Collected data entries:

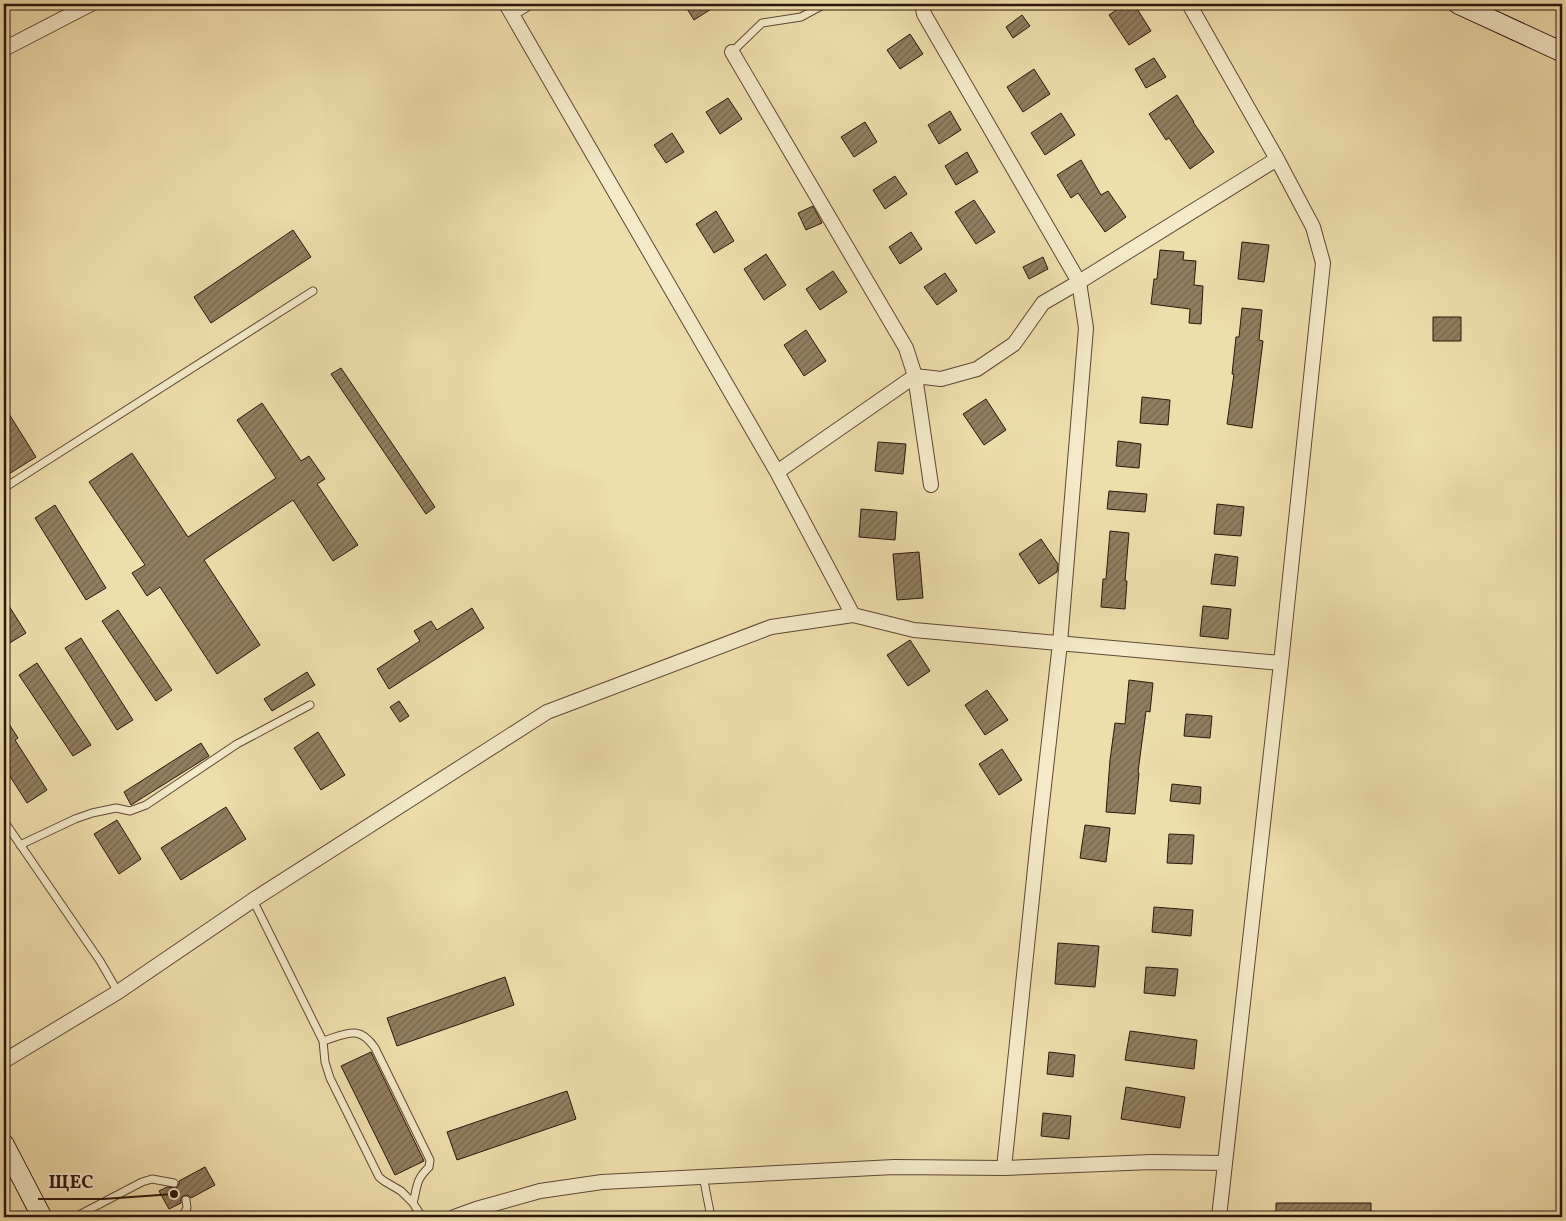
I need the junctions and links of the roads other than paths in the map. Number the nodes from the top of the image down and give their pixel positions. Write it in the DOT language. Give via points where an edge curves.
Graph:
graph roads {
  1 [pos="526,4"];
  2 [pos="825,4"];
  3 [pos="922,4"];
  4 [pos="1189,4"];
  5 [pos="1458,4"];
  6 [pos="84,5"];
  7 [pos="508,8"];
  8 [pos="4,49"];
  9 [pos="732,52"];
  10 [pos="1562,52"];
  11 [pos="1278,159"];
  12 [pos="1079,282"];
  13 [pos="312,291"];
  14 [pos="915,376"];
  15 [pos="777,472"];
  16 [pos="931,485"];
  17 [pos="4,488"];
  18 [pos="854,615"];
  19 [pos="1060,643"];
  20 [pos="1281,663"];
  21 [pos="310,705"];
  22 [pos="4,821"];
  23 [pos="20,845"];
  24 [pos="254,900"];
  25 [pos="118,992"];
  26 [pos="323,1041"];
  27 [pos="4,1061"];
  28 [pos="4,1144"];
  29 [pos="1225,1163"];
  30 [pos="1004,1168"];
  31 [pos="703,1176"];
  32 [pos="174,1183"];
  33 [pos="186,1200"];
  34 [pos="413,1203"];
  35 [pos="42,1217"];
  36 [pos="75,1217"];
  37 [pos="182,1217"];
  38 [pos="422,1217"];
  39 [pos="454,1217"];
  40 [pos="711,1217"];
  41 [pos="1219,1217"];
  1 -- 7 [label="street"];
  2 -- 9 [label="lane" via="801,18 762,23"];
  3 -- 12 [label="street" via="924,14"];
  4 -- 11 [label="street"];
  5 -- 10 [label="street"];
  6 -- 8 [label="street"];
  7 -- 15 [label="street"];
  9 -- 14 [label="street" via="906,348"];
  11 -- 12 [label="street"];
  11 -- 20 [label="street" via="1313,227 1323,263"];
  12 -- 14 [label="street" via="1043,303 1014,344 976,370 941,379"];
  12 -- 19 [label="street" via="1086,328"];
  13 -- 17 [label="lane"];
  14 -- 15 [label="street"];
  14 -- 16 [label="street"];
  15 -- 18 [label="street"];
  18 -- 19 [label="street" via="914,630"];
  18 -- 24 [label="street" via="770,627 547,712"];
  19 -- 20 [label="street"];
  19 -- 30 [label="street"];
  20 -- 29 [label="street"];
  21 -- 23 [label="lane" via="237,744 146,805 130,811 116,808 92,813"];
  22 -- 23 [label="lane"];
  23 -- 25 [label="lane"];
  24 -- 25 [label="street"];
  24 -- 26 [label="lane"];
  25 -- 27 [label="street"];
  26 -- 34 [label="lane" via="330,1078 379,1177"];
  26 -- 34 [label="lane" via="357,1032 368,1038 375,1048 430,1160 416,1186"];
  28 -- 35 [label="street"];
  29 -- 30 [label="street" via="1152,1162"];
  29 -- 41 [label="street"];
  30 -- 31 [label="street" via="894,1167"];
  31 -- 39 [label="street" via="602,1182 540,1191"];
  31 -- 40 [label="lane"];
  32 -- 36 [label="lane" via="152,1179 142,1182"];
  33 -- 37 [label="lane" via="187,1208"];
  34 -- 38 [label="lane"];
}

| Work to complete |
Find the lines in the records that include the string "roads", and reply with how many there are, nothing more.

| Expected output |
2